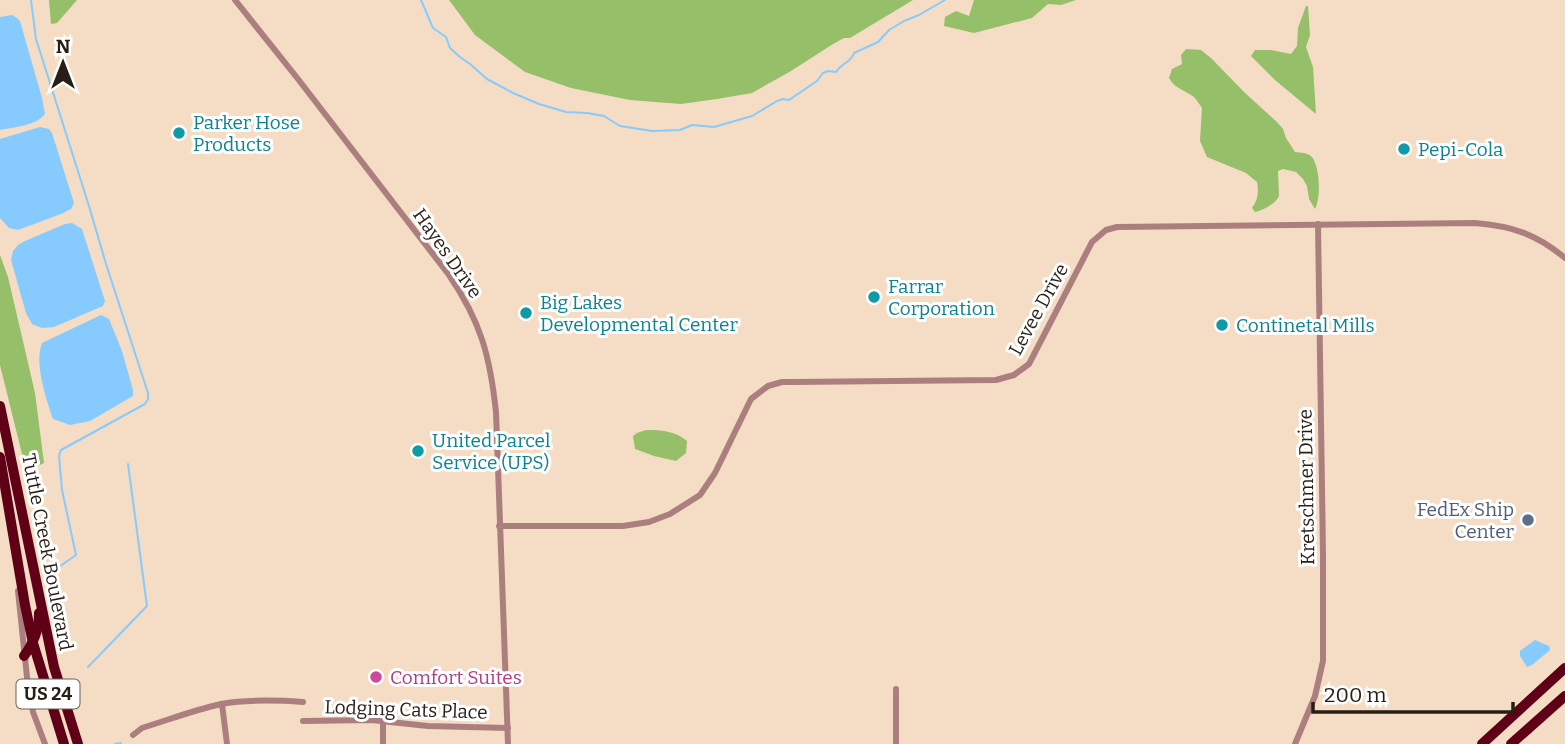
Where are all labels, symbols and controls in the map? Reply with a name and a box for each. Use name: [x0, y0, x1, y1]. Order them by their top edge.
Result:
north arrow: [28, 28, 98, 98]
text: N: [56, 35, 71, 58]
place label: Parker Hose Products: [193, 111, 300, 156]
marker: Parker Hose Products: [171, 125, 187, 141]
place label: Pepi-Cola: [1418, 138, 1504, 161]
marker: Pepi-Cola: [1396, 141, 1412, 157]
street label: Hayes Drive: [408, 204, 487, 303]
street label: Levee Drive: [1004, 259, 1073, 359]
place label: Farrar Corporation: [888, 275, 995, 320]
marker: Farrar Corporation: [866, 289, 882, 305]
place label: Big Lakes Developmental Center: [540, 291, 738, 336]
marker: Big Lakes Developmental Center: [518, 305, 534, 321]
place label: Continetal Mills: [1236, 314, 1375, 337]
marker: Continetal Mills: [1214, 317, 1230, 333]
street label: Kretschmer Drive: [1294, 409, 1319, 565]
place label: United Parcel Service (UPS): [432, 429, 550, 474]
marker: United Parcel Service (UPS): [410, 443, 426, 459]
street label: Tuttle Creek Boulevard: [17, 452, 78, 653]
place label: FedEx Ship Center: [1417, 498, 1515, 543]
marker: FedEx Ship Center: [1520, 512, 1536, 528]
place label: Comfort Suites: [390, 666, 522, 689]
marker: Comfort Suites: [368, 669, 384, 685]
scale bar: [1313, 670, 1512, 714]
road number: US 24: [16, 680, 80, 708]
text: 200 m: [1324, 682, 1387, 708]
street label: Lodging Cats Place: [324, 695, 488, 724]

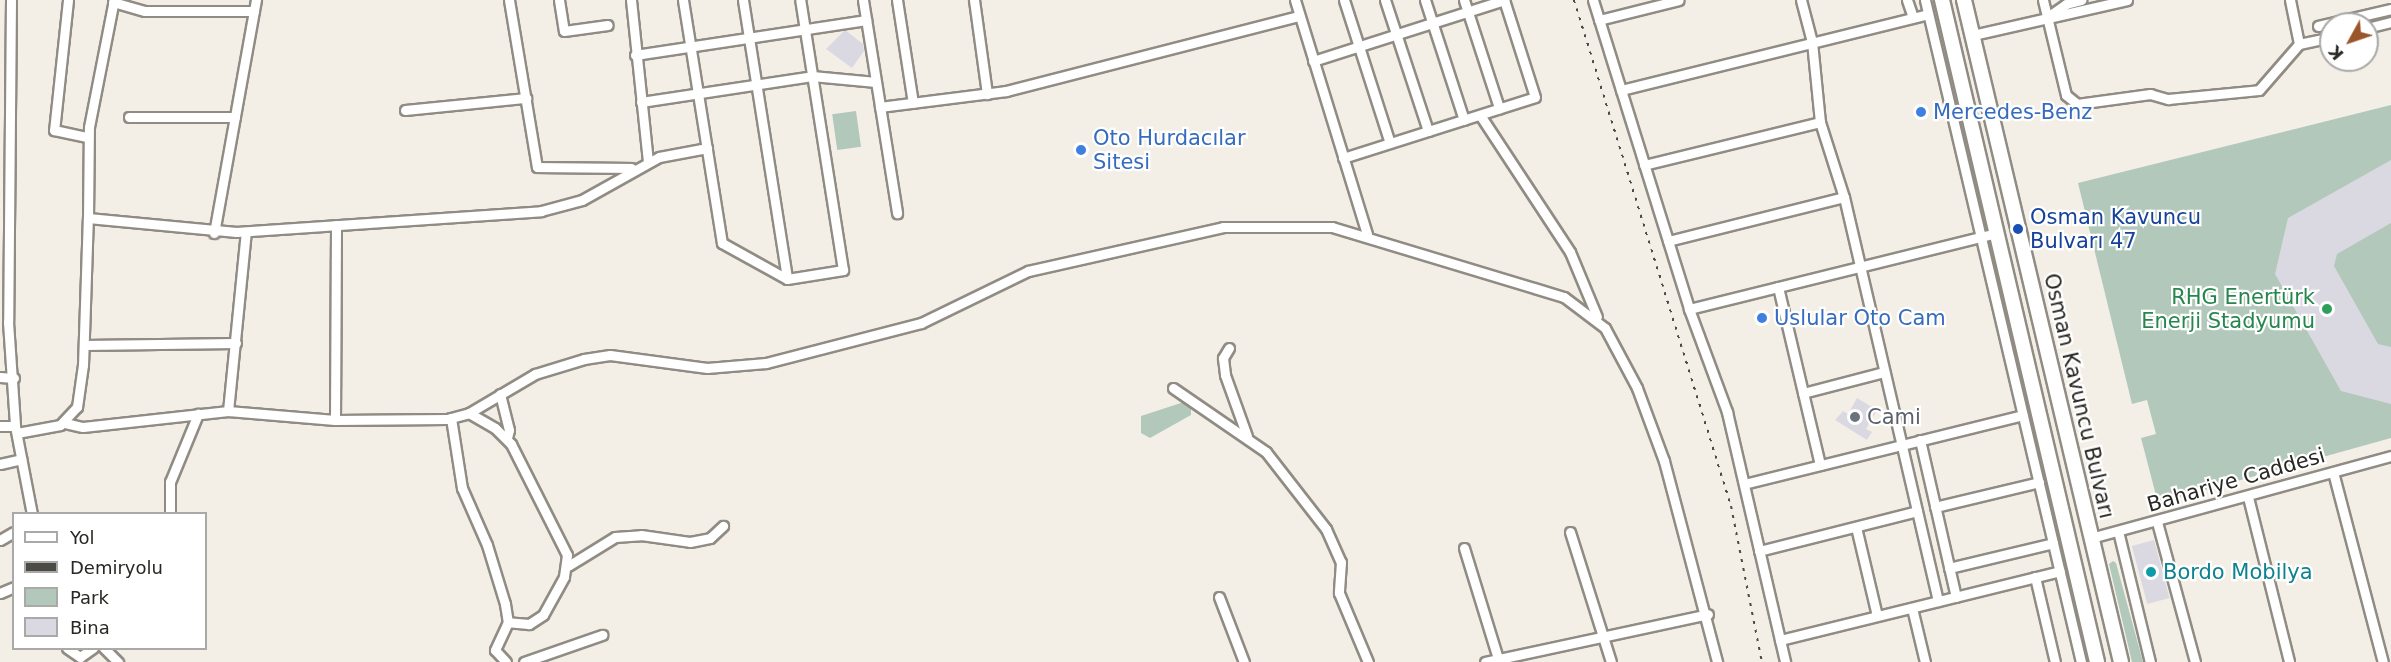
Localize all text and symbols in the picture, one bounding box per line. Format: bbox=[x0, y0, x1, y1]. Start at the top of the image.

Try it => When a line above contains the string "symbols", copy that line.

Your response =>
Where are all labels, symbols and controls in the map? Reply with a name and a box for each. Use name: [x0, y0, x1, y1]. Order them by their top edge.
Localize all text and symbols in the picture, one bounding box per line. Format: bbox=[x0, y0, x1, y1]. Start at the top of the image.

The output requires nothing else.